# Factory No T/A



## Hokelund Farm (Feb 4, 2014)

Looking for a tractor in the 65-75 HP range for pulling 9' haybine, small square baler, seeder/drill, and it would be a back up for the round baler.

A IH 756 seems like the right fit. I found one that has Factory no T/A. Will it not have enough gears for hay work?


----------



## IHCman (Aug 27, 2011)

Dad had a 756, but it had a TA. We didn't use it much for haying but did rake ray a few times with it. I'd say you'll have plenty of gears to choose from for haying. 1st high or 4 low I think will be your most used gears.

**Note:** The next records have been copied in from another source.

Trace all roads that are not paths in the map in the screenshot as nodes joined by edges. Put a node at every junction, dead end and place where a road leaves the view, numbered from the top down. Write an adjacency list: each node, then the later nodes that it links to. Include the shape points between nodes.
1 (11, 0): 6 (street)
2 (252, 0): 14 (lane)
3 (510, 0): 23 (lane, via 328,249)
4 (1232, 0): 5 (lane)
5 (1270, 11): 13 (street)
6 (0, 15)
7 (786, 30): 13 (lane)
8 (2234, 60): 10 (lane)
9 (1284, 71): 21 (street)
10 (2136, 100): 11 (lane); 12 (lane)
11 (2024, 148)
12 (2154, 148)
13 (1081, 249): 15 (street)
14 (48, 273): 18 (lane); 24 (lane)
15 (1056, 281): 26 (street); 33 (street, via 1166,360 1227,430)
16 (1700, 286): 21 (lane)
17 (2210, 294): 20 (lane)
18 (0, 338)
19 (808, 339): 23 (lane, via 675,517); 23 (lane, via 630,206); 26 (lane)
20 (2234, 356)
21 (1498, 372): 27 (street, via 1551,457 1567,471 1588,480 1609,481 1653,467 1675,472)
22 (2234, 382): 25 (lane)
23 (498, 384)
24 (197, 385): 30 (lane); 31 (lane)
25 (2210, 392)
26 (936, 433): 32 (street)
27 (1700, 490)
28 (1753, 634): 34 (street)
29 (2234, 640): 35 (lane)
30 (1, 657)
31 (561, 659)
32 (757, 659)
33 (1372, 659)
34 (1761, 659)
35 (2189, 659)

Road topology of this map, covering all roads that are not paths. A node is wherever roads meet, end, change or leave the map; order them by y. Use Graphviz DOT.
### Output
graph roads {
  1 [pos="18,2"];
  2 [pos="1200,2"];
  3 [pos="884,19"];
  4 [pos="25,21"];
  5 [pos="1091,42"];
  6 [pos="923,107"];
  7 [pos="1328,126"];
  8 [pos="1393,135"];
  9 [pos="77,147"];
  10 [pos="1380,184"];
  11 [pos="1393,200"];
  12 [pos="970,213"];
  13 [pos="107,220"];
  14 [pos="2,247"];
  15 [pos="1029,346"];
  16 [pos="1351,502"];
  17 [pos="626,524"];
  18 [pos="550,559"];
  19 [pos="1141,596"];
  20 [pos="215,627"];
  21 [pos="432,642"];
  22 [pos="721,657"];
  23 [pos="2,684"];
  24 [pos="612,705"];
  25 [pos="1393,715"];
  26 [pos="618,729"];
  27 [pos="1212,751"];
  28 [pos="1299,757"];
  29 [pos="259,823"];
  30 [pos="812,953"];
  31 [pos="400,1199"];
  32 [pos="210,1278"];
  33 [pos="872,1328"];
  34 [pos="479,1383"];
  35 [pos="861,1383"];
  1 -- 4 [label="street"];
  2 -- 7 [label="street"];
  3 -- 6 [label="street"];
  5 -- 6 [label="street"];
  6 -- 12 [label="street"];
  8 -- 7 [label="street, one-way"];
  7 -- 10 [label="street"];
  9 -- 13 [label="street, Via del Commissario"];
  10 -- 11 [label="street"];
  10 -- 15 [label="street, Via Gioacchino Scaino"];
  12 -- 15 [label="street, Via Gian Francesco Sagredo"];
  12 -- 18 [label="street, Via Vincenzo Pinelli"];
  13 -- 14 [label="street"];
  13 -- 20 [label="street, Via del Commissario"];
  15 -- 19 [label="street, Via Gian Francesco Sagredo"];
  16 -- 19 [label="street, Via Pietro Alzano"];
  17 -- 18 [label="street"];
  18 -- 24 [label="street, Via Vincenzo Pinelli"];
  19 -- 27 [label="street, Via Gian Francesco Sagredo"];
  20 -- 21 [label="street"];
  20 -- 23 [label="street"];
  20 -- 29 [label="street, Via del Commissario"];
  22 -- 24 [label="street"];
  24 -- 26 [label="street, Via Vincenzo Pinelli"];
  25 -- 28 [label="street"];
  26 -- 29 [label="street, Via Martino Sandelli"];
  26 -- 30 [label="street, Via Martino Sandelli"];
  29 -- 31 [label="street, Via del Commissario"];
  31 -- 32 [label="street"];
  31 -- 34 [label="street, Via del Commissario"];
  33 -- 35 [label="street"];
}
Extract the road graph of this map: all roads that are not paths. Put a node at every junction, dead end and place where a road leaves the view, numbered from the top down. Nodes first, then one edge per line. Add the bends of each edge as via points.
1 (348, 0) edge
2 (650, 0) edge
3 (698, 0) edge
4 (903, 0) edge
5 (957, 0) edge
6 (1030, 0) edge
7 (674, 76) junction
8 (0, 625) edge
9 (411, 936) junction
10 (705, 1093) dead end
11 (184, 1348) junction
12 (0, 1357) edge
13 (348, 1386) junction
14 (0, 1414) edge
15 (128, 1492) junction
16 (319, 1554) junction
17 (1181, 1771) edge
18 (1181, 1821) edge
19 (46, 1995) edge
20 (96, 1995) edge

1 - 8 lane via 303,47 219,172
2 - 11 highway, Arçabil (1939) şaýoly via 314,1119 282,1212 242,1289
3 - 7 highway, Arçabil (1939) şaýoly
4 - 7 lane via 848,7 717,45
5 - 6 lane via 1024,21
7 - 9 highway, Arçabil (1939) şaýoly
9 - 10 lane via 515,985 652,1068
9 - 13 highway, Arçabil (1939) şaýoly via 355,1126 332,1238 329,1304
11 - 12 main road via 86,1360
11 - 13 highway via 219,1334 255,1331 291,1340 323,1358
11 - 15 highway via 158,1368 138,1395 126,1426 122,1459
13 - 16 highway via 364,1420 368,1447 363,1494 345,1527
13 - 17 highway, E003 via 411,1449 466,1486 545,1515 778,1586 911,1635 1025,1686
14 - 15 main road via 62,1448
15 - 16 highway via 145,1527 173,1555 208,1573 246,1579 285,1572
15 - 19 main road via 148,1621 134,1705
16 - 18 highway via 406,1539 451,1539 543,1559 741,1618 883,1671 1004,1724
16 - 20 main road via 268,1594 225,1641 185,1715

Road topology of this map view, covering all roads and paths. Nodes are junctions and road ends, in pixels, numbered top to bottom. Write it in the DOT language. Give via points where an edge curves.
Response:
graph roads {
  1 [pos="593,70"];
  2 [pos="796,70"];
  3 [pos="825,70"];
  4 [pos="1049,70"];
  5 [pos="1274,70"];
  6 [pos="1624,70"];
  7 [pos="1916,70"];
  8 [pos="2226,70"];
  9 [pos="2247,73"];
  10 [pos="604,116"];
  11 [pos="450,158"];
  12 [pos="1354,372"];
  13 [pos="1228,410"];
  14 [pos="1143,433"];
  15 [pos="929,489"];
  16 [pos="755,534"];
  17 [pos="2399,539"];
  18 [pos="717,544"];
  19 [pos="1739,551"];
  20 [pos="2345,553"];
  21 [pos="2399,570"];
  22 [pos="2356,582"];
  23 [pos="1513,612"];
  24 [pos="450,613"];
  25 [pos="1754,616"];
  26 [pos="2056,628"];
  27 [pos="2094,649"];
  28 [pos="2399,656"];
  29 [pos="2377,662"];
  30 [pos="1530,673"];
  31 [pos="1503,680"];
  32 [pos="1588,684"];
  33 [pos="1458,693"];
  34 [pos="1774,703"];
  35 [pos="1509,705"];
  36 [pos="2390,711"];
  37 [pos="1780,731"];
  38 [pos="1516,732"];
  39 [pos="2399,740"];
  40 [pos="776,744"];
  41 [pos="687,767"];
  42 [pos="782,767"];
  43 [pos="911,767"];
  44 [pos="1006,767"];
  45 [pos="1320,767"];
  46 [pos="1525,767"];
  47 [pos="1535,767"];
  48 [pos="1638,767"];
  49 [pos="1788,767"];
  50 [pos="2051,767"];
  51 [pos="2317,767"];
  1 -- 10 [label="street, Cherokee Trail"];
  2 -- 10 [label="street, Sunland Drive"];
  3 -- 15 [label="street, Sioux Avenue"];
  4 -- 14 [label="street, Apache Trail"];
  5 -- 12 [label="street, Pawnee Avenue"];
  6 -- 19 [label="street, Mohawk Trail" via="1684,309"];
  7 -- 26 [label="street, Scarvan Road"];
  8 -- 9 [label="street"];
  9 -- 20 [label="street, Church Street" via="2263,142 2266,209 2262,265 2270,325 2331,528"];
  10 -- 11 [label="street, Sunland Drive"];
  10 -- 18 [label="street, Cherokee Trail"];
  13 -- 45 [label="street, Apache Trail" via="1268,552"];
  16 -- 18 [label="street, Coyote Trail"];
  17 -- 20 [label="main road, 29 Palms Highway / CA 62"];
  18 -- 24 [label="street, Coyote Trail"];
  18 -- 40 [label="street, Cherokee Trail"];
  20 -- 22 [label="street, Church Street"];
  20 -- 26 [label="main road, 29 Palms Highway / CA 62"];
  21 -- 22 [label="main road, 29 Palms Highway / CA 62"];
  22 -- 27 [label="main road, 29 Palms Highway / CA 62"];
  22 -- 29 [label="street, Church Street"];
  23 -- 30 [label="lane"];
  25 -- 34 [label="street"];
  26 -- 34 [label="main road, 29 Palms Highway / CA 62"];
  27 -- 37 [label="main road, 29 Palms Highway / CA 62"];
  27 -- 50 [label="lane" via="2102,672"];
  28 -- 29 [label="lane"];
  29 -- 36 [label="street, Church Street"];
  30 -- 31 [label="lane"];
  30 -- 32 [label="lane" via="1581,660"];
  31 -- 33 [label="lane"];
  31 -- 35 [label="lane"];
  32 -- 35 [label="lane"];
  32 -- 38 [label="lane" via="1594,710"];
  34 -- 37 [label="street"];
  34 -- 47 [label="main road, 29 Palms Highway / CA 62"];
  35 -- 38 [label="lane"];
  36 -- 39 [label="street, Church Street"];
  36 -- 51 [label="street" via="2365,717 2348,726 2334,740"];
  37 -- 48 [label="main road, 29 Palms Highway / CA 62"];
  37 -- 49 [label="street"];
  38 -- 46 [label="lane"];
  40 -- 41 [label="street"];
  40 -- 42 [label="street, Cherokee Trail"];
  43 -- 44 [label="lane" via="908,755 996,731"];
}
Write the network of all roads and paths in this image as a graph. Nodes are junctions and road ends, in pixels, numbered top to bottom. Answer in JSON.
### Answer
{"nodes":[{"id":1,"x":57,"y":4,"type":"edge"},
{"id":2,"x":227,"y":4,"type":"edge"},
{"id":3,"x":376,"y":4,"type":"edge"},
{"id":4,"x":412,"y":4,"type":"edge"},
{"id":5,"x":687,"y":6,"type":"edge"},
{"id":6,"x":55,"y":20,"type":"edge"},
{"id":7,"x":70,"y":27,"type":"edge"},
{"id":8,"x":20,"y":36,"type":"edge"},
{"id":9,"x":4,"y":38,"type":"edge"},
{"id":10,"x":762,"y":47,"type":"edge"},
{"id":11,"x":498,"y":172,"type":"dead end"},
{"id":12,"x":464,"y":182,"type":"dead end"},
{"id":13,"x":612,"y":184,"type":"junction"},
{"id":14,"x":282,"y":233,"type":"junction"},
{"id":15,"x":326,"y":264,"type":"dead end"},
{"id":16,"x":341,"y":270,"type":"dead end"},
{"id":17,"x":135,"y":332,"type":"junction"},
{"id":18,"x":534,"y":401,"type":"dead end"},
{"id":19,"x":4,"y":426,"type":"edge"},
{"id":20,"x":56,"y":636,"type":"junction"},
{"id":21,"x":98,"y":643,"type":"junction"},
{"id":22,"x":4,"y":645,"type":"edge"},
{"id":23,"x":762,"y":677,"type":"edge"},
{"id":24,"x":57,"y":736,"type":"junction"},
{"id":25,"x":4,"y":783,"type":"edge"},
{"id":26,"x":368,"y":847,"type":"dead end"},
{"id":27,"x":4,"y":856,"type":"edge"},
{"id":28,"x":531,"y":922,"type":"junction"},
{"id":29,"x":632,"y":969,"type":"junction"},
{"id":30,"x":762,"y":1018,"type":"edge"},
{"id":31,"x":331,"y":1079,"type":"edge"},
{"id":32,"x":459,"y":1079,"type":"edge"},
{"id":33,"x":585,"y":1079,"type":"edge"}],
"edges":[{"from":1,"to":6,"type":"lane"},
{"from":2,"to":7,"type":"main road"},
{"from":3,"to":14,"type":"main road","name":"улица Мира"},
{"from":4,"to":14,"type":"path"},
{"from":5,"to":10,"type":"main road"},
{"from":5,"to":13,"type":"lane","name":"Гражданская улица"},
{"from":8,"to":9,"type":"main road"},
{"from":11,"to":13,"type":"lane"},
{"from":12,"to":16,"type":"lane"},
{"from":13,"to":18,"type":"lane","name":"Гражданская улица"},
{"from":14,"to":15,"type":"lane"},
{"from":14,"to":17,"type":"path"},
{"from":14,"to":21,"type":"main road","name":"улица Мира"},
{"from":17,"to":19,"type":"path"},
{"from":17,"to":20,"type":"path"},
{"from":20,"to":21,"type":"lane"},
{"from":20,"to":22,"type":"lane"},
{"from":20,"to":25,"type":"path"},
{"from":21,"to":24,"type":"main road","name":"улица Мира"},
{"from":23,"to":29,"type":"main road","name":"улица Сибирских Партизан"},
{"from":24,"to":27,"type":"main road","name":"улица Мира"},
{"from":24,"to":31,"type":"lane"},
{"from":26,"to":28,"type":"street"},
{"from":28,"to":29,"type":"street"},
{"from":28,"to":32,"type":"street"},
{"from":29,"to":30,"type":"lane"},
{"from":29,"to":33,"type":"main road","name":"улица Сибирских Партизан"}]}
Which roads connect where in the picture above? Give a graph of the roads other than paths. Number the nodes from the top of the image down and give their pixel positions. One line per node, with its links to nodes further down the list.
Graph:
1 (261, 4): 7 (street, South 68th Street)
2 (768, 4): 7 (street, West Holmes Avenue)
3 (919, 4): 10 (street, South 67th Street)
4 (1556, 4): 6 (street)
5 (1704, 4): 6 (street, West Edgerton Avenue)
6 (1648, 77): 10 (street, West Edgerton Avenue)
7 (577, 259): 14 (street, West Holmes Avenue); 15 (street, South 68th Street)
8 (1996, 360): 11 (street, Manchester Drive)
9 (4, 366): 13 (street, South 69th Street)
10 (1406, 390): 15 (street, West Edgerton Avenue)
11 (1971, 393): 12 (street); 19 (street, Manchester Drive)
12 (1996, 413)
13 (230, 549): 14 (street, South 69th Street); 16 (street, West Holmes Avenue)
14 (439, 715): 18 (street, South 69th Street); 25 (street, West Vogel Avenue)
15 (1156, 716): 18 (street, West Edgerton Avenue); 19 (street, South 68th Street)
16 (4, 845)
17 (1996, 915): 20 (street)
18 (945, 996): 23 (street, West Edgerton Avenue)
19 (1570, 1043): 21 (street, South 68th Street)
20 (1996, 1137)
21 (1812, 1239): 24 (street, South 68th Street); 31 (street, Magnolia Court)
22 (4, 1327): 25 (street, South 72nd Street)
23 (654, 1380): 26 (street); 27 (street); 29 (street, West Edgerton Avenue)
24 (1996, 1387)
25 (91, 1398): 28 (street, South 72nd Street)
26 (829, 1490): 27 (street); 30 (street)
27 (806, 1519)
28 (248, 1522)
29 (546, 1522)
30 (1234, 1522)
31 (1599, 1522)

We rarely used the TA in any of the IH's that had it. About the only time I'd use the TA in the hay field is if it was a real rough spot and I wanted to slow down rather than drop a gear.


----------



## Tx Jim (Jun 30, 2014)

Eight forward gears is alright but more gears is better. Most IHC M/H's only had 5 gears. 2 cyl JD's only had a maximum of 6 gears


----------



## JeffMNY (Jan 5, 2014)

I run red ones and really don't need to move TA very often for hay work. As IHCman says 4TH low or 1st high on the 856 is mostly what I use. Maybe on a big hill with nearly a full load behind the square baler or near full on the round baler, if needed I pull TA back otherwise stays where it is. I think you will be fine with it.


----------



## Gearclash (Nov 25, 2010)

I would think only on a small square would you really need a TA. That said I wouldn't be without the TA as it makes the Hi 2 to Hi 3 shift a lot easier.


----------